I planned on visiting J and Zoe today at the house they moved into, but I get drawn to this mysterious tree. Something about it is...different. It shimmers, and the fungi on and around it are made up of many colors. The more I stare at it, the more mesmerized I become.
After staring at it for who knows how long, I get an overpowering urge to water it. So, pulling a watering can from that mysterious place where everything goes, I do just that.
I jump back in shock when a doorway opens up in the trunk! I can't help but think of Peter Pan and his hideout.
Feeling a bit like Alice going through the looking glass, I, probably foolishly, decide to see if the doorway goes anywhere.

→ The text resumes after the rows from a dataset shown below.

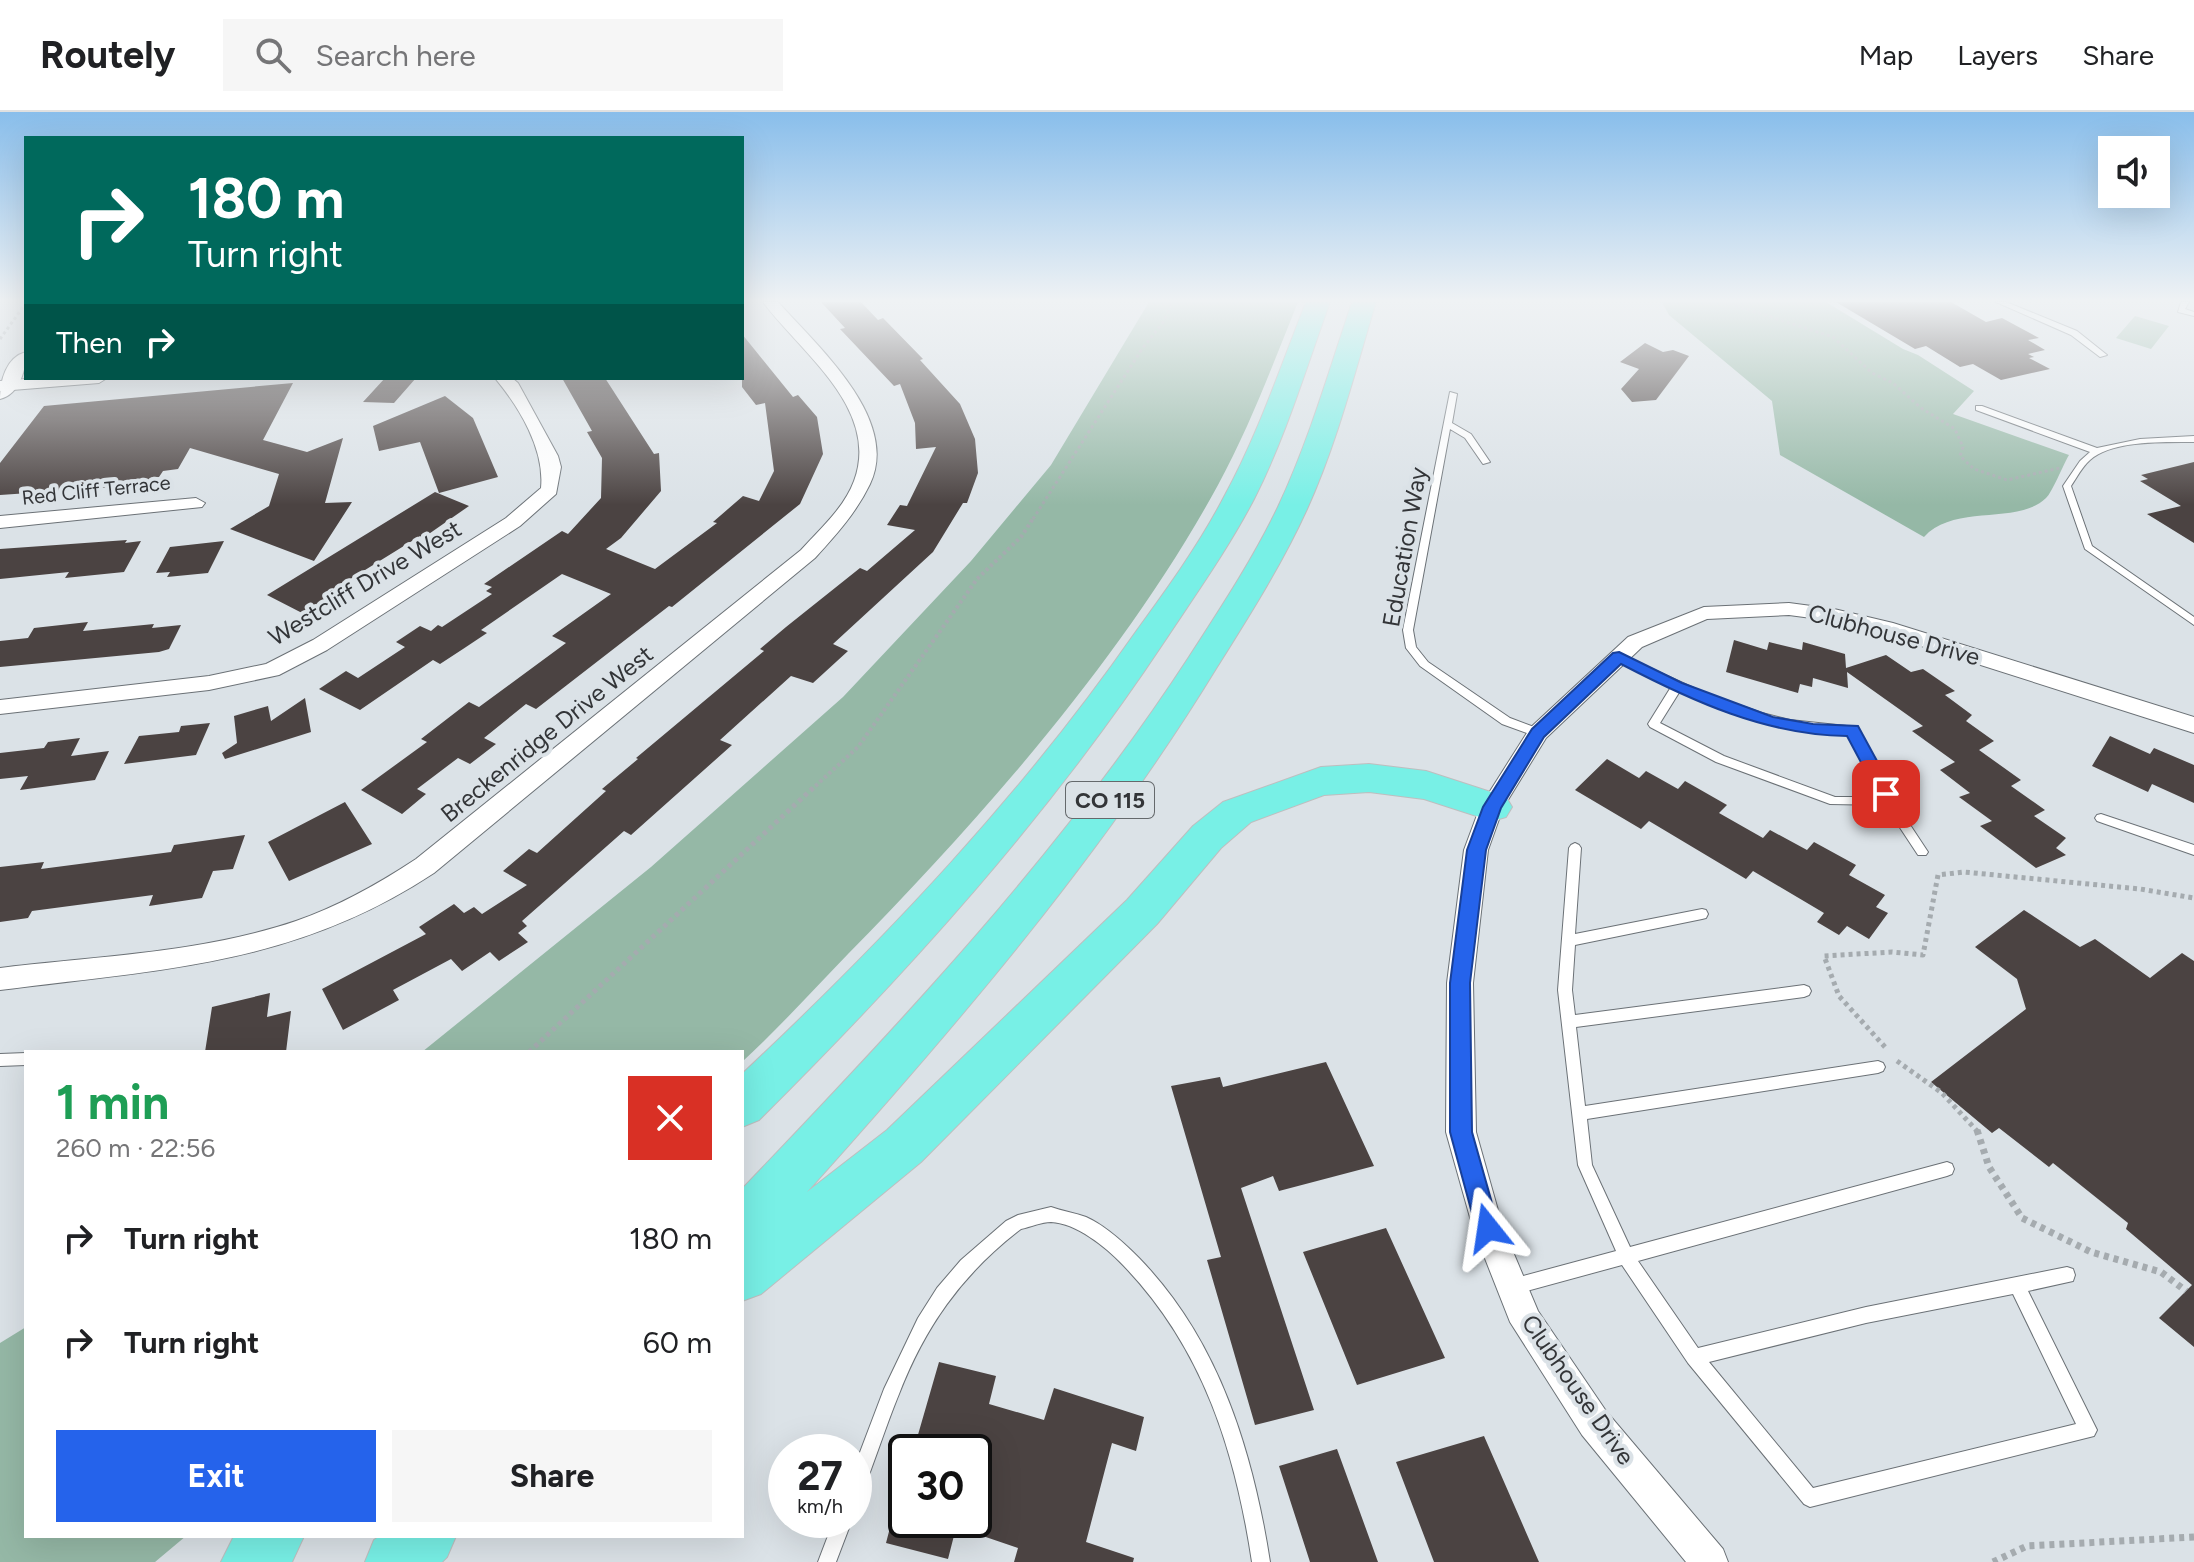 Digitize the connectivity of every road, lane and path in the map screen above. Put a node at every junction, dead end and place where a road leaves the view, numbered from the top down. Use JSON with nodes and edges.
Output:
{"nodes":[{"id":1,"x":17,"y":370,"type":"edge"},
{"id":2,"x":827,"y":370,"type":"edge"},
{"id":3,"x":1129,"y":370,"type":"edge"},
{"id":4,"x":1291,"y":370,"type":"edge"},
{"id":5,"x":1341,"y":370,"type":"edge"},
{"id":6,"x":1868,"y":370,"type":"edge"},
{"id":7,"x":81,"y":380,"type":"edge"},
{"id":8,"x":505,"y":380,"type":"edge"},
{"id":9,"x":2,"y":389,"type":"edge"},
{"id":10,"x":1453,"y":394,"type":"dead end"},
{"id":11,"x":1979,"y":408,"type":"dead end"},
{"id":12,"x":1447,"y":424,"type":"junction"},
{"id":13,"x":2194,"y":439,"type":"edge"},
{"id":14,"x":2097,"y":451,"type":"junction"},
{"id":15,"x":1486,"y":462,"type":"dead end"},
{"id":16,"x":2079,"y":470,"type":"junction"},
{"id":17,"x":196,"y":503,"type":"dead end"},
{"id":18,"x":0,"y":522,"type":"edge"},
{"id":19,"x":2194,"y":622,"type":"edge"},
{"id":20,"x":1619,"y":657,"type":"junction"},
{"id":21,"x":1677,"y":686,"type":"junction"},
{"id":22,"x":0,"y":707,"type":"edge"},
{"id":23,"x":2194,"y":725,"type":"edge"},
{"id":24,"x":1538,"y":733,"type":"junction"},
{"id":25,"x":1888,"y":801,"type":"junction"},
{"id":26,"x":1492,"y":807,"type":"junction"},
{"id":27,"x":2101,"y":818,"type":"dead end"},
{"id":28,"x":1575,"y":848,"type":"dead end"},
{"id":29,"x":2194,"y":850,"type":"edge"},
{"id":30,"x":1922,"y":852,"type":"dead end"},
{"id":31,"x":2194,"y":898,"type":"edge"},
{"id":32,"x":1702,"y":914,"type":"dead end"},
{"id":33,"x":1568,"y":941,"type":"junction"},
{"id":34,"x":0,"y":979,"type":"edge"},
{"id":35,"x":1804,"y":991,"type":"dead end"},
{"id":36,"x":1568,"y":1022,"type":"junction"},
{"id":37,"x":531,"y":1050,"type":"edge"},
{"id":38,"x":24,"y":1059,"type":"edge"},
{"id":39,"x":0,"y":1060,"type":"edge"},
{"id":40,"x":1878,"y":1067,"type":"dead end"},
{"id":41,"x":744,"y":1103,"type":"edge"},
{"id":42,"x":1579,"y":1114,"type":"junction"},
{"id":43,"x":1947,"y":1169,"type":"dead end"},
{"id":44,"x":744,"y":1224,"type":"edge"},
{"id":45,"x":1627,"y":1258,"type":"junction"},
{"id":46,"x":744,"y":1273,"type":"edge"},
{"id":47,"x":2067,"y":1275,"type":"dead end"},
{"id":48,"x":2017,"y":1285,"type":"junction"},
{"id":49,"x":1512,"y":1287,"type":"junction"},
{"id":50,"x":2186,"y":1291,"type":"dead end"},
{"id":51,"x":1694,"y":1357,"type":"junction"},
{"id":52,"x":872,"y":1445,"type":"edge"},
{"id":53,"x":2194,"y":1537,"type":"edge"},
{"id":54,"x":272,"y":1538,"type":"edge"},
{"id":55,"x":424,"y":1538,"type":"edge"},
{"id":56,"x":836,"y":1538,"type":"edge"},
{"id":57,"x":252,"y":1562,"type":"edge"},
{"id":58,"x":396,"y":1562,"type":"edge"},
{"id":59,"x":827,"y":1562,"type":"edge"},
{"id":60,"x":1261,"y":1562,"type":"edge"},
{"id":61,"x":1710,"y":1562,"type":"edge"},
{"id":62,"x":1993,"y":1562,"type":"edge"}],
"edges":[{"from":1,"to":9,"type":"street"},
{"from":2,"to":34,"type":"street","name":"Breckenridge Drive West"},
{"from":3,"to":37,"type":"path"},
{"from":4,"to":41,"type":"highway","number":"CO 115"},
{"from":5,"to":44,"type":"highway","number":"CO 115"},
{"from":6,"to":16,"type":"path"},
{"from":7,"to":9,"type":"street"},
{"from":8,"to":22,"type":"street","name":"Westcliff Drive West"},
{"from":10,"to":12,"type":"lane","name":"Education Way"},
{"from":11,"to":14,"type":"lane"},
{"from":12,"to":15,"type":"lane"},
{"from":12,"to":24,"type":"lane","name":"Education Way"},
{"from":13,"to":14,"type":"lane"},
{"from":14,"to":16,"type":"lane"},
{"from":16,"to":19,"type":"lane"},
{"from":17,"to":18,"type":"street","name":"Red Cliff Terrace"},
{"from":20,"to":21,"type":"lane"},
{"from":20,"to":23,"type":"street","name":"Clubhouse Drive"},
{"from":20,"to":24,"type":"street","name":"Clubhouse Drive"},
{"from":21,"to":25,"type":"lane"},
{"from":21,"to":25,"type":"lane"},
{"from":24,"to":26,"type":"street","name":"Clubhouse Drive"},
{"from":25,"to":30,"type":"lane"},
{"from":26,"to":46,"type":"highway"},
{"from":26,"to":49,"type":"street","name":"Clubhouse Drive"},
{"from":27,"to":29,"type":"lane"},
{"from":28,"to":33,"type":"lane"},
{"from":31,"to":50,"type":"path"},
{"from":32,"to":33,"type":"lane"},
{"from":33,"to":36,"type":"lane"},
{"from":35,"to":36,"type":"lane"},
{"from":36,"to":42,"type":"lane"},
{"from":38,"to":39,"type":"lane"},
{"from":40,"to":42,"type":"lane"},
{"from":42,"to":45,"type":"lane"},
{"from":43,"to":45,"type":"lane"},
{"from":45,"to":49,"type":"lane"},
{"from":45,"to":51,"type":"lane"},
{"from":47,"to":48,"type":"lane"},
{"from":48,"to":51,"type":"lane"},
{"from":48,"to":51,"type":"lane"},
{"from":49,"to":61,"type":"street","name":"Clubhouse Drive"},
{"from":52,"to":60,"type":"lane"},
{"from":53,"to":62,"type":"path"},
{"from":54,"to":57,"type":"highway"},
{"from":55,"to":58,"type":"highway"},
{"from":56,"to":59,"type":"lane"}]} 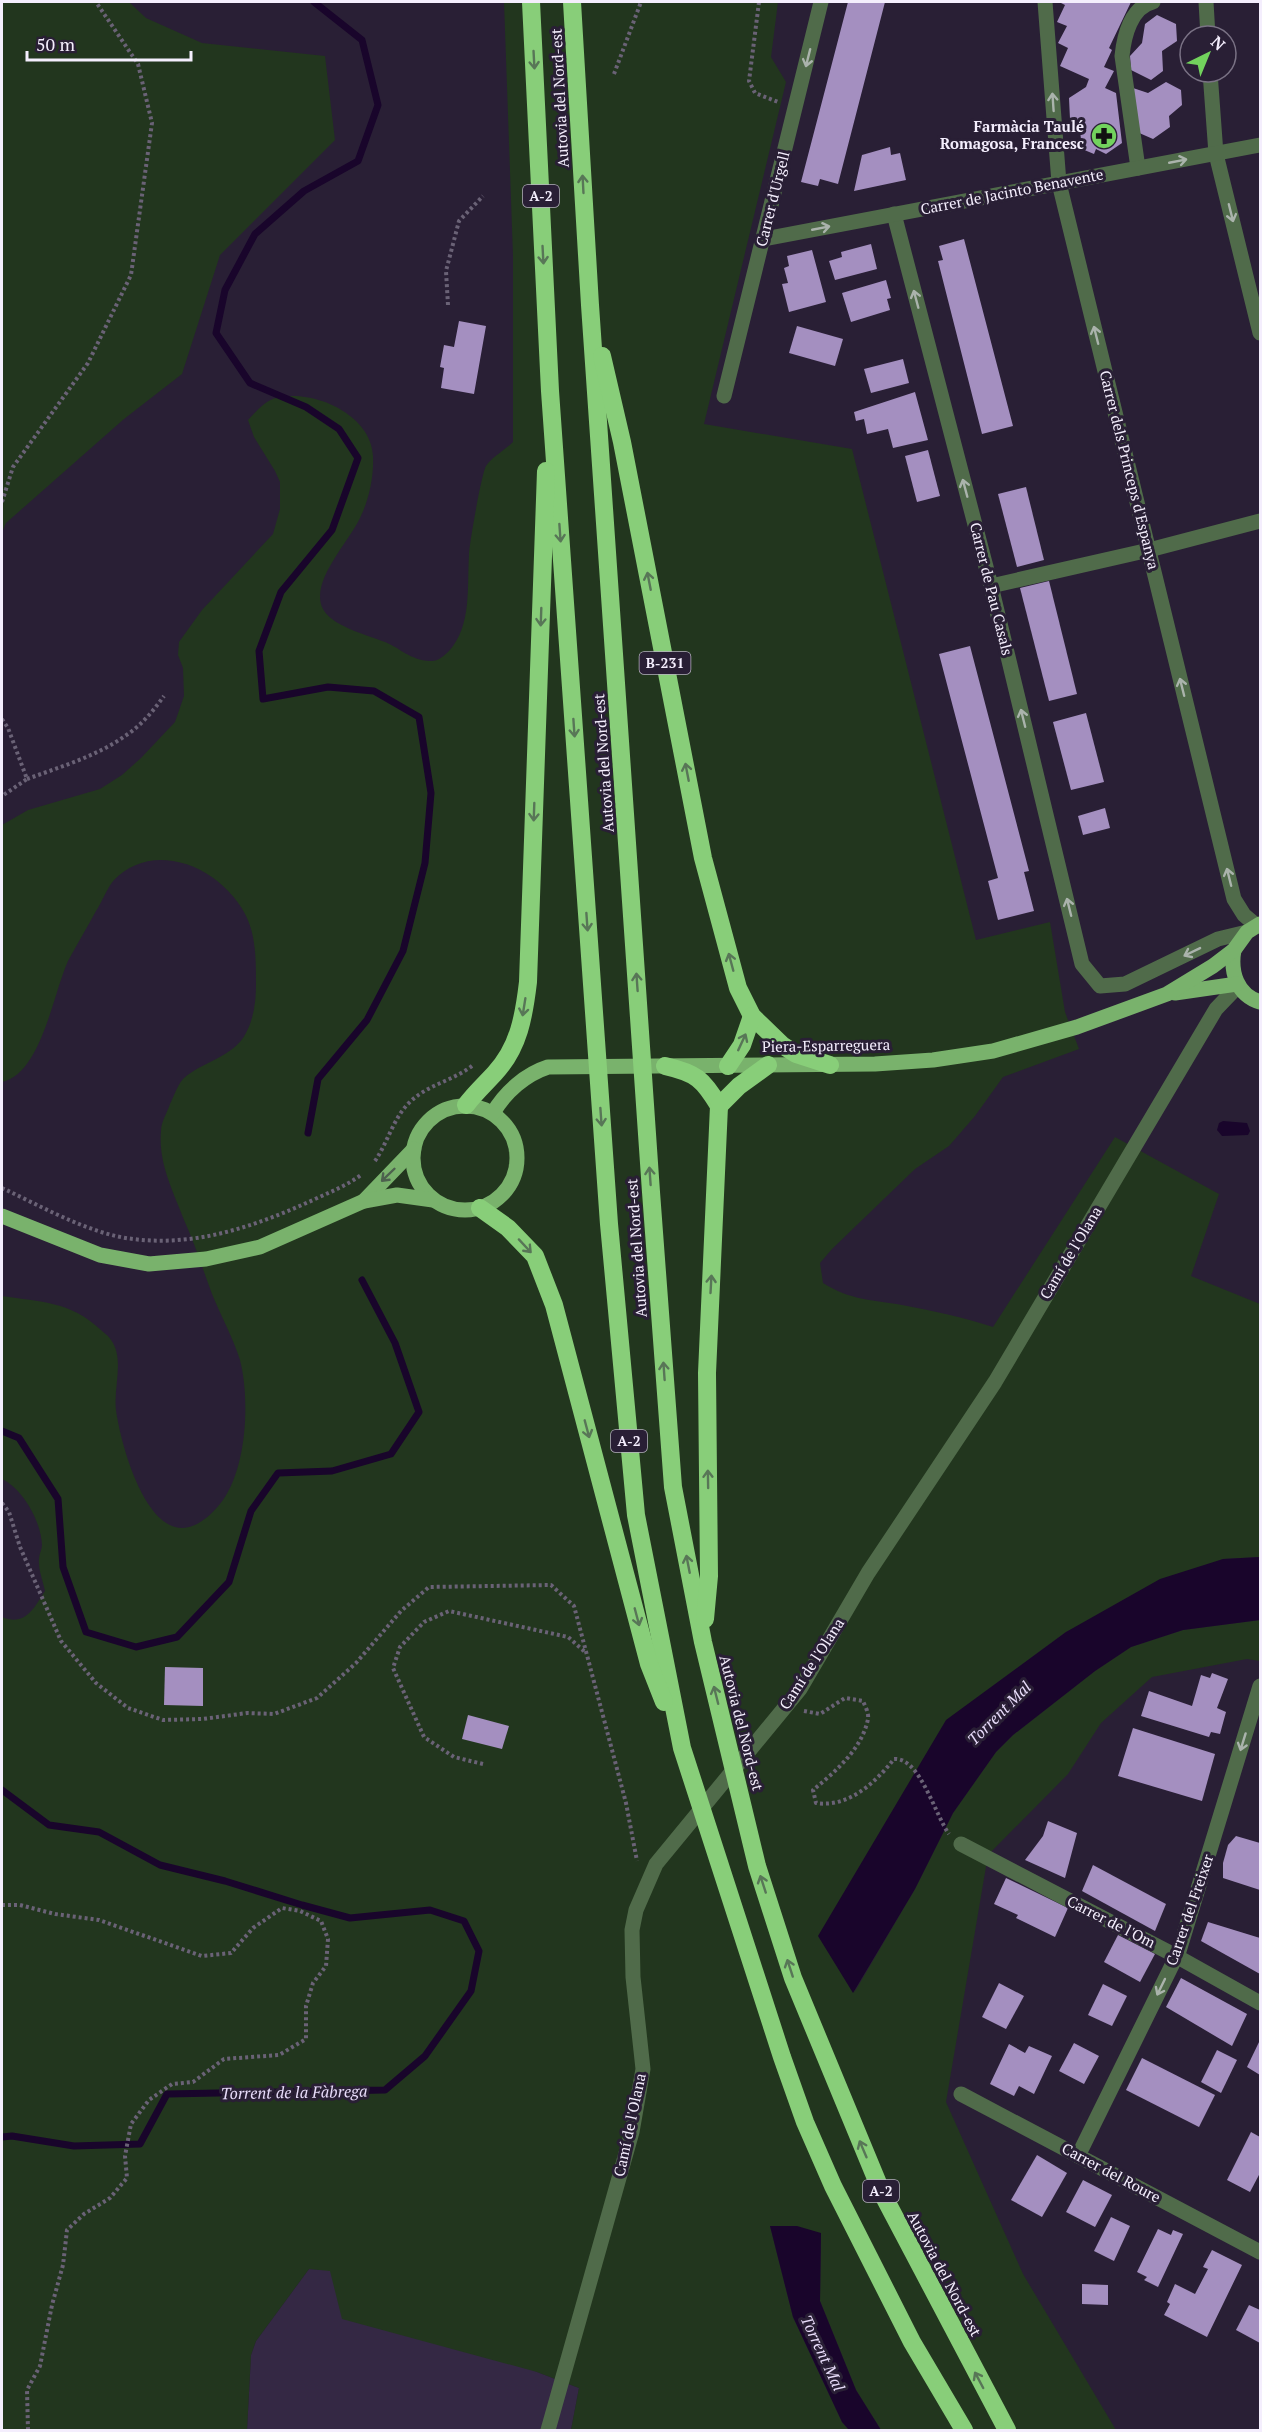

It does! It's the entrance to a large cavern under the tree. Some things don't make sense, but I eventually come across a strange mist. Figuring I've gone this far already, I decide to walk through it.
And that's the day I died.
Kidding!
Um, sorry if that joke wasn't quite up to my usual speed. What can I say? I'm depressed.
I have stumbled upon the legendary Sylvan Glade.
I used to hear stories about this place when I was a boy. Lots of times, they were frightening tales about fairies abducting unsuspecting children to steal them away, never to be seen again.
In actuality, the place is deserted. Well, there are fish. And more fish. Oh, and did I mention fish? My fishing skill is nil, so I don't even bother trying.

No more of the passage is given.